3 mins: The ball breaks to Bailey in the box, and he executes a very snazzy 360-degree spin. Doesn’t lead to much, but must have felt awesome.
2 mins: Perry Ng takes an age over a throw-in, and then chucks it at a teammate off whom it bounces into touch.
1 min: Peeeeeeep! Cardiff get the ball rolling.
The players are no longer in the tunnel. They’re on the pitch and Cardiff are huddling as I type. Villa don’t bother with that kind of thing. Anyway, football imminent!
The players are in the tunnel, where the referee is laying down some ground rules for the two captains.
Aaron Ramsey, who captains Cardiff after recovering from a hamstring injury, has a chat: “It’s a great competition and we’re really looking forward to this challenge. We know how tough it’s going to be. Hopefully it’ll be a memorable night for us. We know how difficult it’ll be but hopefully we’ll have one of those special FA Cup evenings.”
“We want to be as competitive as we can be in this game,” says the Cardiff manager Omer Riza, who has given the 19-year-old defender Dylan Lawlor a full debut. “They’ve put out a strong side so … it should be interesting. Anything can happen in the FA Cup. It’s a one-off situation. If we turn up and we do everything right that we can, you never know. It’s good character building.”

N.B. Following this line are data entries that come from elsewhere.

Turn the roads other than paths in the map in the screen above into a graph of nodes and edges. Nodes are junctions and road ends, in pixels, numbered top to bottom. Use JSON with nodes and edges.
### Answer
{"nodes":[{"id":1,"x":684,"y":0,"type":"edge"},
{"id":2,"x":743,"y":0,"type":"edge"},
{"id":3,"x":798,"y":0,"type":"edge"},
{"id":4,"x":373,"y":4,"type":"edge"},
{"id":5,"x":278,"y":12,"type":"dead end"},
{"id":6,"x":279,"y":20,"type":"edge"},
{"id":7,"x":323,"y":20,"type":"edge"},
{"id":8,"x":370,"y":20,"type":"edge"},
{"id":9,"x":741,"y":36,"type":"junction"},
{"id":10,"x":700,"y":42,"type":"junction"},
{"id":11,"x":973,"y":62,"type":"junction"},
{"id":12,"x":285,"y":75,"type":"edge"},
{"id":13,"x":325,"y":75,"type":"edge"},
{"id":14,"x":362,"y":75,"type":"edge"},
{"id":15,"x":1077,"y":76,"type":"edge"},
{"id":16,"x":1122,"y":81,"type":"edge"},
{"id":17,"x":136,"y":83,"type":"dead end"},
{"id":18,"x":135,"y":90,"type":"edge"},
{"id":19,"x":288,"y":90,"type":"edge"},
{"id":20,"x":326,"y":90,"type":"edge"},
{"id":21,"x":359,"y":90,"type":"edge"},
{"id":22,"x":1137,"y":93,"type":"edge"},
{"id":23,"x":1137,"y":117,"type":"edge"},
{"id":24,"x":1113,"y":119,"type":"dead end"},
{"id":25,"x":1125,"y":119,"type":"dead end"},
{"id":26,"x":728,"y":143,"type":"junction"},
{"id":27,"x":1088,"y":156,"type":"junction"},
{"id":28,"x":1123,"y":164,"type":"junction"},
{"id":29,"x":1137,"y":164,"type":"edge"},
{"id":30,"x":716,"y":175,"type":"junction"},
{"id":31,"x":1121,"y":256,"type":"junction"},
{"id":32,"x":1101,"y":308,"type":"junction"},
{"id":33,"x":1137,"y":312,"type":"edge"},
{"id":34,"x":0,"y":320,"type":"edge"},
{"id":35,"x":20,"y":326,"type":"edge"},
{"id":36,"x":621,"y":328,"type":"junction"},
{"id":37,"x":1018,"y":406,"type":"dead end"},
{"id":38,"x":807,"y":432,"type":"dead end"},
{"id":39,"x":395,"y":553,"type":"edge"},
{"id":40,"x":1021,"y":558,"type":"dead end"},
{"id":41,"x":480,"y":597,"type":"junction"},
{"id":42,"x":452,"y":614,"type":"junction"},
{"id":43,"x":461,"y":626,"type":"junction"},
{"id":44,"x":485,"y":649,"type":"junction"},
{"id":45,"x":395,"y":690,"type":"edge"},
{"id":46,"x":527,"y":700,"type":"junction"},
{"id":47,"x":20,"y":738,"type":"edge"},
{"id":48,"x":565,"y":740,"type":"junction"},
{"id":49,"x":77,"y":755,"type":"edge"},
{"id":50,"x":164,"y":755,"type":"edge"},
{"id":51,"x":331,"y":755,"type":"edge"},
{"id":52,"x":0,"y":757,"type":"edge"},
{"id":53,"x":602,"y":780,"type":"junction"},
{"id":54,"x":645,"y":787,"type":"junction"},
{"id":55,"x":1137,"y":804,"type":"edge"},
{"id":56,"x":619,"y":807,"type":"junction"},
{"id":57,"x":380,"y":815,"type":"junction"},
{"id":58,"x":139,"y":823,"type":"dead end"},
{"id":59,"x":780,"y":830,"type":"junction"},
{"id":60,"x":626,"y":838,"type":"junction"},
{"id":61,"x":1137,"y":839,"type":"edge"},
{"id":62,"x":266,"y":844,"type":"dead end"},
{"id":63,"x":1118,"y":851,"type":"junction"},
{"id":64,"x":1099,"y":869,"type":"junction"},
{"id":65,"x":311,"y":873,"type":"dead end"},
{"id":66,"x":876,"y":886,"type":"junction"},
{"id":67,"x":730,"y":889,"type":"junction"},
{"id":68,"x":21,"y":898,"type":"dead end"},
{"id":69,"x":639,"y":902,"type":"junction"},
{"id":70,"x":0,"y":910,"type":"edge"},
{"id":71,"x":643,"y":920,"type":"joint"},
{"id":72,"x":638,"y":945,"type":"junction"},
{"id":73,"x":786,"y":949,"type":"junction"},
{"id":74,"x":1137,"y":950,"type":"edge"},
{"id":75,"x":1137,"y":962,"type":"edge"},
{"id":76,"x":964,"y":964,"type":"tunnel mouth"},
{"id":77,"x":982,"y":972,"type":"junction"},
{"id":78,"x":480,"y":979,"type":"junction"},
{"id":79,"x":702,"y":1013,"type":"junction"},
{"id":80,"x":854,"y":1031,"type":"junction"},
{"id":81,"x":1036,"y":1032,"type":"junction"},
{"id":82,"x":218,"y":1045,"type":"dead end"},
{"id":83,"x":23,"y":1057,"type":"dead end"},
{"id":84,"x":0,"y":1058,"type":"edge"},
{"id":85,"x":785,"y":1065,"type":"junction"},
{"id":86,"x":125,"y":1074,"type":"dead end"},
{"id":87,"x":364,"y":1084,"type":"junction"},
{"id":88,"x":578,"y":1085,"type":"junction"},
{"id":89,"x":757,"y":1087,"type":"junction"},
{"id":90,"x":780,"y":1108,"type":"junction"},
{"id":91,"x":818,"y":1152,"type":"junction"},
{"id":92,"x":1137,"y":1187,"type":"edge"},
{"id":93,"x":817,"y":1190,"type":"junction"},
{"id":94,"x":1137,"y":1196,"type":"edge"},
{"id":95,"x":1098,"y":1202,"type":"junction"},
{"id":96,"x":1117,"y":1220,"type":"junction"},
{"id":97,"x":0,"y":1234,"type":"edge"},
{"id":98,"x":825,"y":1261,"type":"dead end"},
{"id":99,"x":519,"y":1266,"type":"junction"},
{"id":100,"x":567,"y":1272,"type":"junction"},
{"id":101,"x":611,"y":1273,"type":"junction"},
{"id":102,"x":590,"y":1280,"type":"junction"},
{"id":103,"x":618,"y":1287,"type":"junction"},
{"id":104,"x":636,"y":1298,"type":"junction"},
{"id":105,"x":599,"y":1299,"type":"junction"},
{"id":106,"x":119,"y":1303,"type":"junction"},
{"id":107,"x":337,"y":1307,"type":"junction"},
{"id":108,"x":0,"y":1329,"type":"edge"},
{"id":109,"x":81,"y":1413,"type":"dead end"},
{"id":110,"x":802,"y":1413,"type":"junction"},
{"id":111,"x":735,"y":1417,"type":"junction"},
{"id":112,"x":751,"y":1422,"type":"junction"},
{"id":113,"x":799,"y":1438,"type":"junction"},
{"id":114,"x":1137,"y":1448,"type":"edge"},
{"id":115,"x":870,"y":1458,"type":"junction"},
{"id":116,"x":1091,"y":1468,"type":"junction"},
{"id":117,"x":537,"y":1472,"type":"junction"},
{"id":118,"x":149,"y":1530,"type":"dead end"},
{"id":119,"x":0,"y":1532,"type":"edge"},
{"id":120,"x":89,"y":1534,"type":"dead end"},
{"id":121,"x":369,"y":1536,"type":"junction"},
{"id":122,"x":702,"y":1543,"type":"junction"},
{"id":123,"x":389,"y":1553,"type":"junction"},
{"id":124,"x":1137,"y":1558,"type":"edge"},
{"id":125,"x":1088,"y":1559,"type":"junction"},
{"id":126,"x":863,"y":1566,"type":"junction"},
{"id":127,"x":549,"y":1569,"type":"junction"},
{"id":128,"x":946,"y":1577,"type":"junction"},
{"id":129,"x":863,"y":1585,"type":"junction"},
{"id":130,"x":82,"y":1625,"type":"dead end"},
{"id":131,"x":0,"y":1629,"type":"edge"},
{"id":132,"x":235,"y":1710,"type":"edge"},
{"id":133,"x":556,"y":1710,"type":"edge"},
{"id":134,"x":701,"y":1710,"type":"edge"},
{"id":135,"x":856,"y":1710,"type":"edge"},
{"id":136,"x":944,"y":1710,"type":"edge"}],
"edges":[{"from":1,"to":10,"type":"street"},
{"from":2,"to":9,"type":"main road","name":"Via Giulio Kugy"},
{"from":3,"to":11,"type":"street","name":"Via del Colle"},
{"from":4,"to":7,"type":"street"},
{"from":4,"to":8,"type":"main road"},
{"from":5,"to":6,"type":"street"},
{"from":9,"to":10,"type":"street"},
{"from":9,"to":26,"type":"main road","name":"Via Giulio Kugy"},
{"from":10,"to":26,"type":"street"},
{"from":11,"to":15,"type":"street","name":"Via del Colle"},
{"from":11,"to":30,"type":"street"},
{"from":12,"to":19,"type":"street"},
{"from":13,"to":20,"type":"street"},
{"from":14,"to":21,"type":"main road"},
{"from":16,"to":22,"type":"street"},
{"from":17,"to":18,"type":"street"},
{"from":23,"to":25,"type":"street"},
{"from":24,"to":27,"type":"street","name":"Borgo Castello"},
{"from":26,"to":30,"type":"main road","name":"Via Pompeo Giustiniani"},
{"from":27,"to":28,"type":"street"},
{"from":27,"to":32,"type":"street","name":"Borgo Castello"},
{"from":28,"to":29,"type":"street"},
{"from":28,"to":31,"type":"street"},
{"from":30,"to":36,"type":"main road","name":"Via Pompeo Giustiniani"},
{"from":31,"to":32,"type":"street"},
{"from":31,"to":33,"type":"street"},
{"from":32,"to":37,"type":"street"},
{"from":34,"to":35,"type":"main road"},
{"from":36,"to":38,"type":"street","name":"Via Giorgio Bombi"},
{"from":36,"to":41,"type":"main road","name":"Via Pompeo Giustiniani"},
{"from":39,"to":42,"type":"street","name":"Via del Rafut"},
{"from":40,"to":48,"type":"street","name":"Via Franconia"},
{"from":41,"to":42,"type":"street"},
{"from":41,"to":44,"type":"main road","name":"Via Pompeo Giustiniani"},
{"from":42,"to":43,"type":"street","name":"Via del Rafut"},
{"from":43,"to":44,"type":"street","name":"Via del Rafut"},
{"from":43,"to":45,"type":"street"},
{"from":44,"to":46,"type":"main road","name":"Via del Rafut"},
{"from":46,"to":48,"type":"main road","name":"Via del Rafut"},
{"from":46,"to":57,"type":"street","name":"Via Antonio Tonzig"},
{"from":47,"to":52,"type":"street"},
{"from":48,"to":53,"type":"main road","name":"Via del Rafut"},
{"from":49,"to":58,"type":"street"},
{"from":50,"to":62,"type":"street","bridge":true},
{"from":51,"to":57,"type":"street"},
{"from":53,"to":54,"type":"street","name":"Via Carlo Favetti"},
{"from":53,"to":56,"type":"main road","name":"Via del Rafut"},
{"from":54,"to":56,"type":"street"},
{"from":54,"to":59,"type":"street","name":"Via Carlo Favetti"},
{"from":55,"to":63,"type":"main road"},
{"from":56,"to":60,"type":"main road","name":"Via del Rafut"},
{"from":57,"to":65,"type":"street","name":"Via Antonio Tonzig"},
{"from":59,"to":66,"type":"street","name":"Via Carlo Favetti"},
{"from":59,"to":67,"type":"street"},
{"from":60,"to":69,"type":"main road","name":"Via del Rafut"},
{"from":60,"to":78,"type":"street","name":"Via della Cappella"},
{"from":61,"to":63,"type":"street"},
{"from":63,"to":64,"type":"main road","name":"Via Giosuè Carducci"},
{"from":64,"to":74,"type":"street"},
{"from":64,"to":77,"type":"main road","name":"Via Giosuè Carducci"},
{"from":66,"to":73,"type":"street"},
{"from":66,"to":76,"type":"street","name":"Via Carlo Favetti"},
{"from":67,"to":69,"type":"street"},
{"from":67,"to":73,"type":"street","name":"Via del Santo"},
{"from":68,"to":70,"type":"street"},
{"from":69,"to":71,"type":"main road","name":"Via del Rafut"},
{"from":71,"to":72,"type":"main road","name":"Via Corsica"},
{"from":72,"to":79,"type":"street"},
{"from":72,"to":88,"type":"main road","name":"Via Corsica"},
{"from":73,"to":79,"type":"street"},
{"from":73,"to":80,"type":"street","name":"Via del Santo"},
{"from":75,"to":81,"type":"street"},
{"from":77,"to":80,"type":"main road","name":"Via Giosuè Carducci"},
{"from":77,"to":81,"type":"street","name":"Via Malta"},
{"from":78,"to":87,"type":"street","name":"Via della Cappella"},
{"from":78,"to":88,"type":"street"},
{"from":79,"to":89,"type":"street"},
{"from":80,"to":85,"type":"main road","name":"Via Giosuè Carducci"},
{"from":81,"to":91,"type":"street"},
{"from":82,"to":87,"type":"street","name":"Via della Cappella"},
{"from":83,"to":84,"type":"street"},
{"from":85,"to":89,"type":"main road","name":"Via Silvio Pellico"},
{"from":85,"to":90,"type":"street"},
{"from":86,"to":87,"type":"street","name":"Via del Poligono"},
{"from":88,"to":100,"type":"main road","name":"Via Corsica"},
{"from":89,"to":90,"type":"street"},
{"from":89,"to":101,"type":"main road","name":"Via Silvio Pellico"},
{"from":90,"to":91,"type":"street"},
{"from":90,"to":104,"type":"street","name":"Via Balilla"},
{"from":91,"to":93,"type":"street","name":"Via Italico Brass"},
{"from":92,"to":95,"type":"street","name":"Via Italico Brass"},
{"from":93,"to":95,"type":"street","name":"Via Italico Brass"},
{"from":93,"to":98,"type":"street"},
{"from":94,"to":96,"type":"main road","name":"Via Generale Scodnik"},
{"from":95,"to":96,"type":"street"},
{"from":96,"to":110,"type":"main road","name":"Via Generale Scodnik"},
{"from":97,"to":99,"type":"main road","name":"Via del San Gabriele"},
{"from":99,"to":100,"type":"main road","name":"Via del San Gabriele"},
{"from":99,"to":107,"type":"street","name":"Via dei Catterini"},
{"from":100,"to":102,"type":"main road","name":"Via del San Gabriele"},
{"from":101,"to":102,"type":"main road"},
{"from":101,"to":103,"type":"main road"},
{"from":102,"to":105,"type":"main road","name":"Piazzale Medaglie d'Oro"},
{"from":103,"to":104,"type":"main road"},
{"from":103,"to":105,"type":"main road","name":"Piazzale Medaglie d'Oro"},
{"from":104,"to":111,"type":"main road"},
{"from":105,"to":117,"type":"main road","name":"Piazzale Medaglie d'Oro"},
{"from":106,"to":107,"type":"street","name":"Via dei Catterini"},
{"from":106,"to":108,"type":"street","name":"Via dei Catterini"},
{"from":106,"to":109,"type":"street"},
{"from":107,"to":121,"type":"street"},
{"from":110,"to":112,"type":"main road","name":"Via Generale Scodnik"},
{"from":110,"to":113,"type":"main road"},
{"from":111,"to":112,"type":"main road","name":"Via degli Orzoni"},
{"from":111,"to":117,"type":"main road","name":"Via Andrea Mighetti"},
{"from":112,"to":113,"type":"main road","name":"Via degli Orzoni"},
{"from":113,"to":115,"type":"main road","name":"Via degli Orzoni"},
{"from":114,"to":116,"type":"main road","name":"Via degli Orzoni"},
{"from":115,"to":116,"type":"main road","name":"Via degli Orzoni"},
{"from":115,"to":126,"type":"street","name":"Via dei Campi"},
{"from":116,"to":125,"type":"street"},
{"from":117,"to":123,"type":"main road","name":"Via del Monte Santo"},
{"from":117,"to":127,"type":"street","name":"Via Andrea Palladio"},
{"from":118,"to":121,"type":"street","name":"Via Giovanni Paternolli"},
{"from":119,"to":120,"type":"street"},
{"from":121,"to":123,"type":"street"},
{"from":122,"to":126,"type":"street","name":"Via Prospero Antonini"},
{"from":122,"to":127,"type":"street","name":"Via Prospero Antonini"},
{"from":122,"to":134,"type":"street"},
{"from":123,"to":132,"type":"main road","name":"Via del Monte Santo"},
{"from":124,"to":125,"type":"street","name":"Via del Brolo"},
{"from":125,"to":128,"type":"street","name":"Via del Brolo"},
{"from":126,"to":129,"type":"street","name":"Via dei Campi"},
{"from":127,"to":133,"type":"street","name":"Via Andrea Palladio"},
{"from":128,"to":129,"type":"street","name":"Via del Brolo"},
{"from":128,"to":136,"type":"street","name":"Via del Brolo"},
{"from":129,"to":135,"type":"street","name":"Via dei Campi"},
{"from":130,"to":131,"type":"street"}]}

As exclusively revealed in the Guardian earlier this month, semi-automated offside technology is being trialled in this season’s FA Cup from the fifth round onwards. That means this will be the first game in the country to use it.
Team news
The teams are in, and these are the players who will decide this tie, with Emi Martinez declared fit to take his place in a strong Aston Villa side:
Aston Villa: Martinez, Garcia, Konsa, Bogarde, Maatsen, McGinn, Tielemans, Bailey, Asensio, Rashford, Watkins. Subs: Olsen, Digne, Rogers, Ramsey, Kamara, Rowe, Zych, Jimoh.
Cardiff: Horvath, Fish, Goutas, Lawlor, Ng, Ramsey, Colwill, Giles, El Ghazi, Willock, Robinson. Subs: Turner, O’Dowda, Mannsverk, Robertson, Salech, Bagan, Davies, Ashford, Nyakuhwa.
Referee: Peter Bankes.
Hello world!
“We are not a contender in the FA Cup to win the title,” said Villa boss Unai Emery ahead of this game. “We are not contenders. Why? Because there are other teams with more options than us to win this competition.”
Oh.
Ahead of this fifth-round tie it’s hard to read those comments and not just think, oh well sod it then, I’ll just read my book. But wait until you hear what Omer Riza had to say about his Cardiff side, enjoying a brief breather from the battle for Championship survival (they’re 19th, six points and quite a lot of goal difference above the bottom three):
“I’d like to put my strongest team out so you can have a real go at it – and if we were 12th in the league I’d have no issues with that,” Riza said. “But we have just got too many far more important games coming up, which are about surviving and staying in the Championship. Sometimes I think it [would have been] best that we went out in the third round. We’re definitely not rolling over and saying ‘take the game’, but it’s frustrating we can’t be at full-strength and have a real go at it.”
So what we have here is a game between a team that doesn’t want to be in the competition and another that thinks they might as well not be in it. And if that doesn’t get your juices flowing at the end of a long week I don’t know what will.
For what it’s worth I think Emery is wrong: the two best teams in the country (according to the league table) are already out of the Cup, Chelsea likewise, and the teams in sixth and eighth are playing each other on Sunday. Sure, Manchester City are still involved, have a helpful draw and look a bit ominous, but Villa look like very feasible cup-winners to me.
There are some injury issues right now, though. “Matty Cash, close, but we will see,” Emery said. “Pau [Torres] not, Tyrone Mings doubt, Emiliano Martinez doubt, Barkley not, Onana doubt, Kamara doubt, they are close to a come back but we will see. Malen is sick, hopefully he can recover. Being sick is different.” Their line-up tonight could be fearsome, or it could be a bit feeble.
None of this is very promising, I can’t lie. But stay with me! It’s a funny old game, and maybe this will turn out to be a good one.